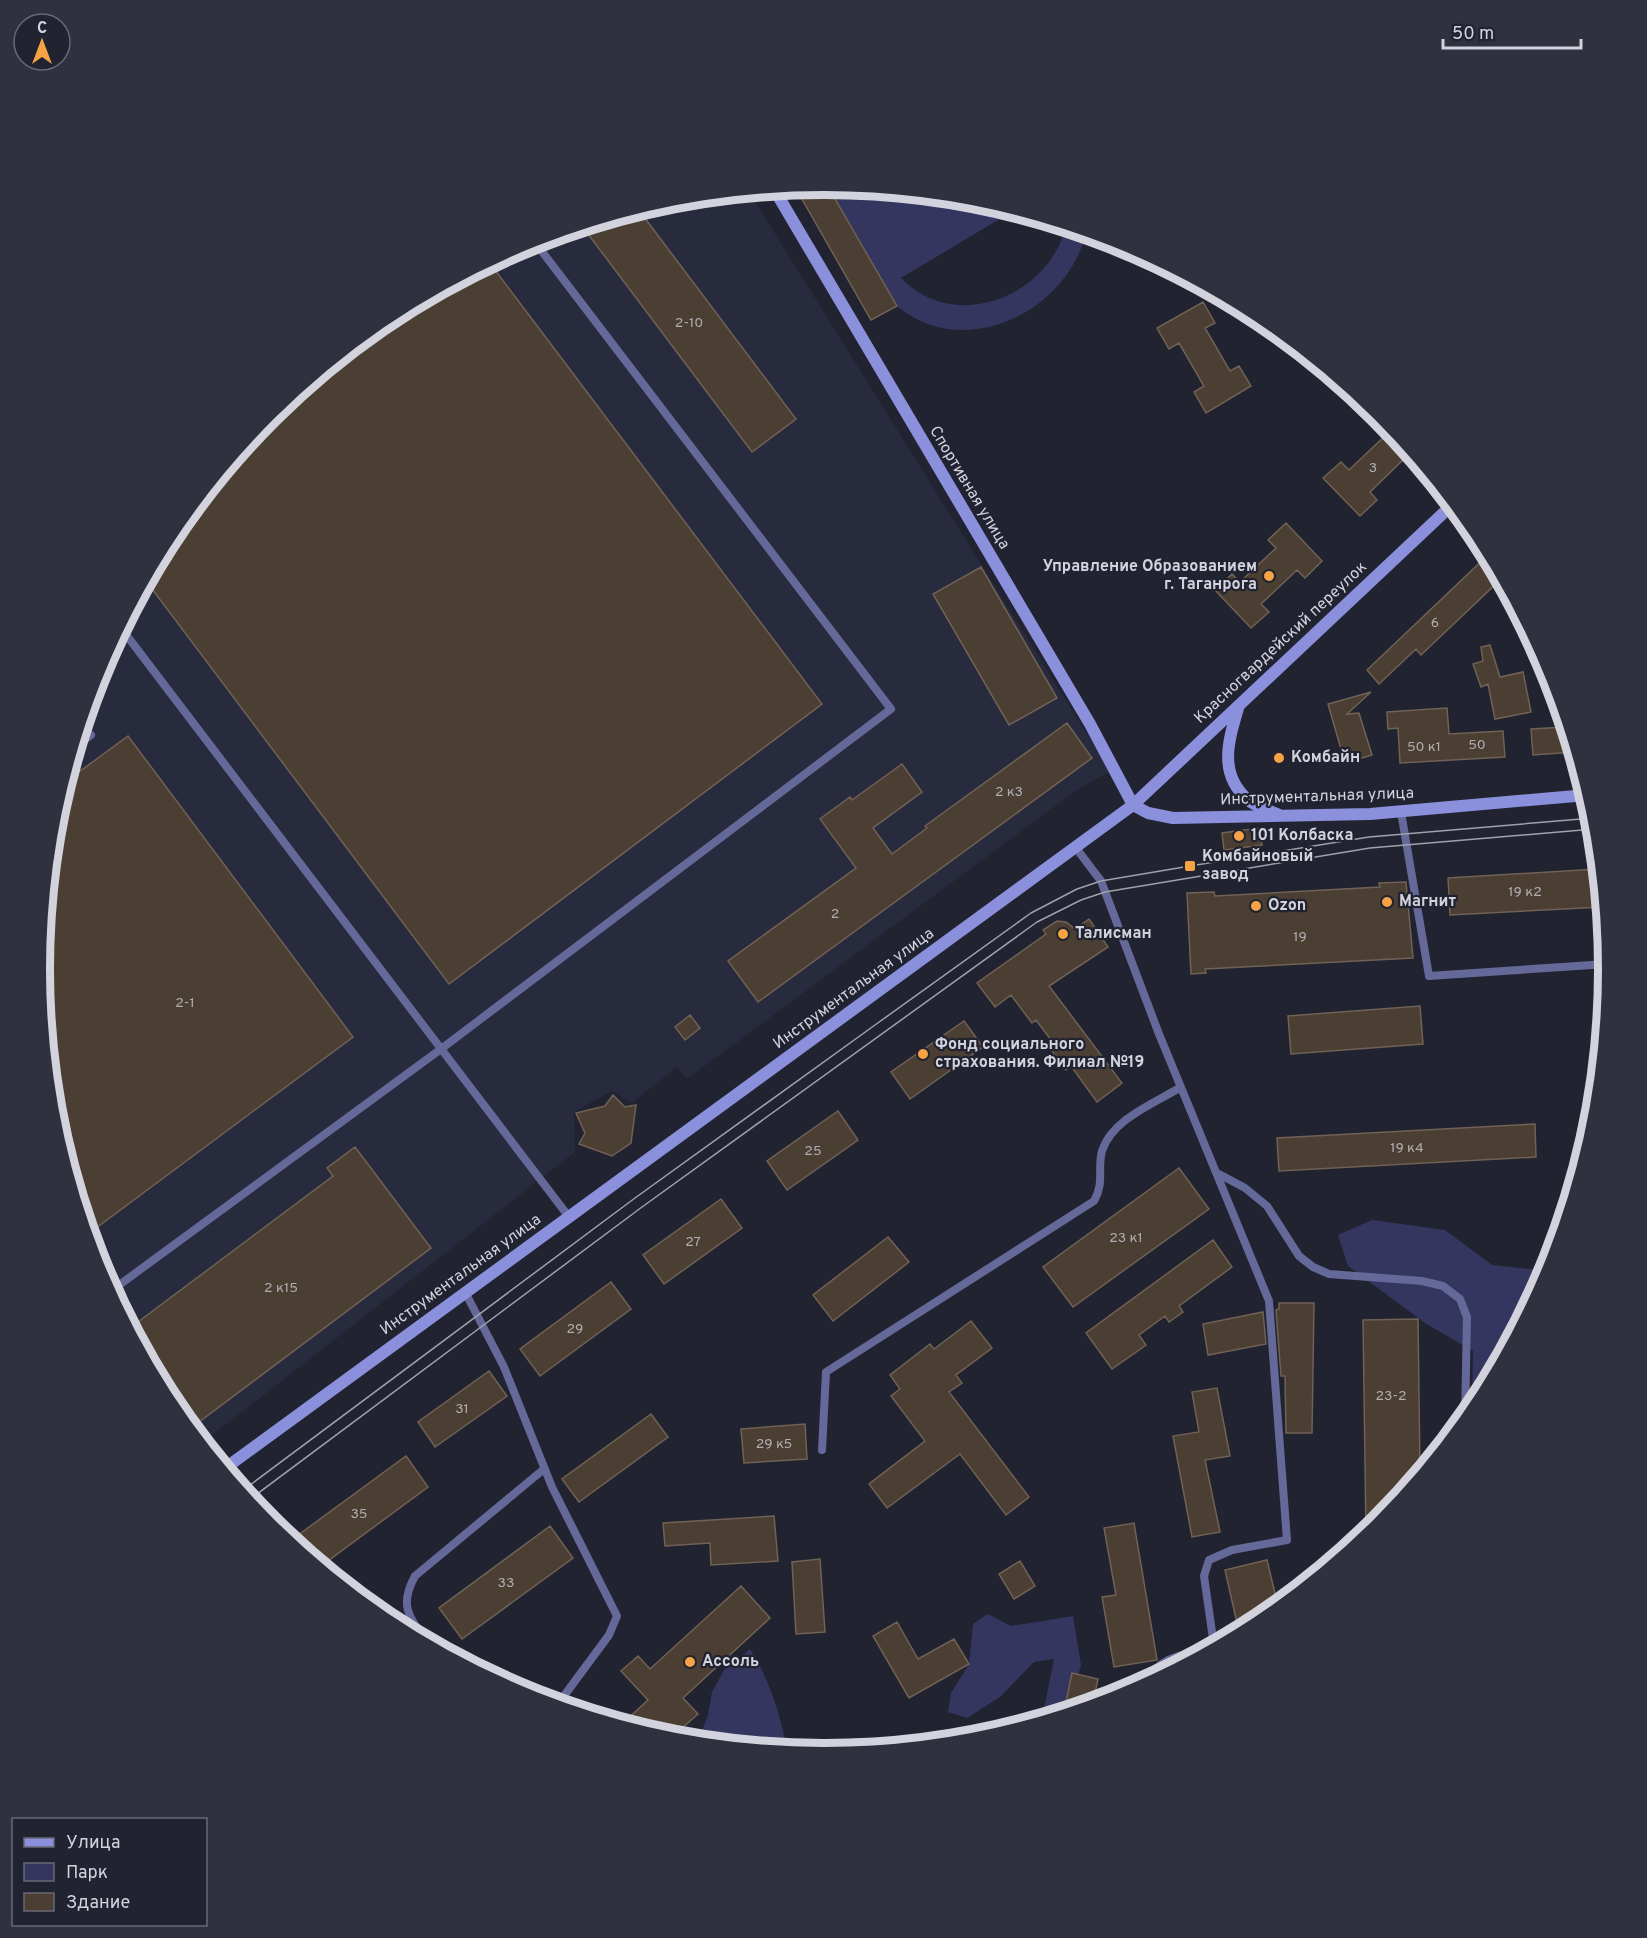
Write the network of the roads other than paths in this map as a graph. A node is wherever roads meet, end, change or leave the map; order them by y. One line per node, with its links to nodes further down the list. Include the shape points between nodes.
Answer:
1 (779, 197): 9 (street, Спортивная улица, via 1090,724)
2 (540, 249): 14 (lane, via 891,709)
3 (1447, 510): 5 (street, Красногвардейский переулок)
4 (126, 634): 14 (lane)
5 (1239, 704): 9 (street, Красногвардейский переулок); 11 (street, via 1228,740 1229,778 1248,801)
6 (91, 735): 7 (lane)
7 (85, 739)
8 (1578, 796): 10 (street, Инструментальная улица)
9 (1133, 805): 11 (street, Инструментальная улица, via 1173,818); 12 (street, Инструментальная улица)
10 (1401, 812): 11 (street, Инструментальная улица); 13 (lane, via 1429,976)
11 (1280, 816)
12 (1076, 848): 15 (lane, via 1101,882); 17 (street, Инструментальная улица)
13 (1598, 965)
14 (441, 1049): 17 (lane); 18 (lane)
15 (1181, 1088): 16 (lane); 21 (lane, via 1118,1126 1102,1151 1101,1189 1094,1201 826,1372)
16 (1216, 1173): 20 (lane, via 1268,1206 1299,1256 1312,1267 1329,1274 1422,1281 1443,1286 1460,1299 1467,1317); 25 (lane, via 1269,1300 1287,1540 1233,1550 1209,1560 1204,1576)
17 (569, 1217): 19 (street, Инструментальная улица)
18 (118, 1286)
19 (465, 1292): 22 (street, Инструментальная улица); 23 (lane, via 504,1367)
20 (1465, 1401)
21 (822, 1450)
22 (230, 1465)
23 (544, 1469): 24 (lane, via 415,1576 405,1605); 28 (lane, via 617,1616 609,1635)
24 (417, 1628)
25 (1213, 1637)
26 (1181, 1655): 27 (lane)
27 (1152, 1669)
28 (563, 1697)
____________________
» **Problem to solve**
The records must appear again word for word, though none of their pictures should.

» **Solution**
Write the network of the roads other than paths in this map as a graph. A node is wherever roads meet, end, change or leave the map; order them by y. One line per node, with its links to nodes further down the list. Include the shape points between nodes.
Answer:
1 (779, 197): 9 (street, Спортивная улица, via 1090,724)
2 (540, 249): 14 (lane, via 891,709)
3 (1447, 510): 5 (street, Красногвардейский переулок)
4 (126, 634): 14 (lane)
5 (1239, 704): 9 (street, Красногвардейский переулок); 11 (street, via 1228,740 1229,778 1248,801)
6 (91, 735): 7 (lane)
7 (85, 739)
8 (1578, 796): 10 (street, Инструментальная улица)
9 (1133, 805): 11 (street, Инструментальная улица, via 1173,818); 12 (street, Инструментальная улица)
10 (1401, 812): 11 (street, Инструментальная улица); 13 (lane, via 1429,976)
11 (1280, 816)
12 (1076, 848): 15 (lane, via 1101,882); 17 (street, Инструментальная улица)
13 (1598, 965)
14 (441, 1049): 17 (lane); 18 (lane)
15 (1181, 1088): 16 (lane); 21 (lane, via 1118,1126 1102,1151 1101,1189 1094,1201 826,1372)
16 (1216, 1173): 20 (lane, via 1268,1206 1299,1256 1312,1267 1329,1274 1422,1281 1443,1286 1460,1299 1467,1317); 25 (lane, via 1269,1300 1287,1540 1233,1550 1209,1560 1204,1576)
17 (569, 1217): 19 (street, Инструментальная улица)
18 (118, 1286)
19 (465, 1292): 22 (street, Инструментальная улица); 23 (lane, via 504,1367)
20 (1465, 1401)
21 (822, 1450)
22 (230, 1465)
23 (544, 1469): 24 (lane, via 415,1576 405,1605); 28 (lane, via 617,1616 609,1635)
24 (417, 1628)
25 (1213, 1637)
26 (1181, 1655): 27 (lane)
27 (1152, 1669)
28 (563, 1697)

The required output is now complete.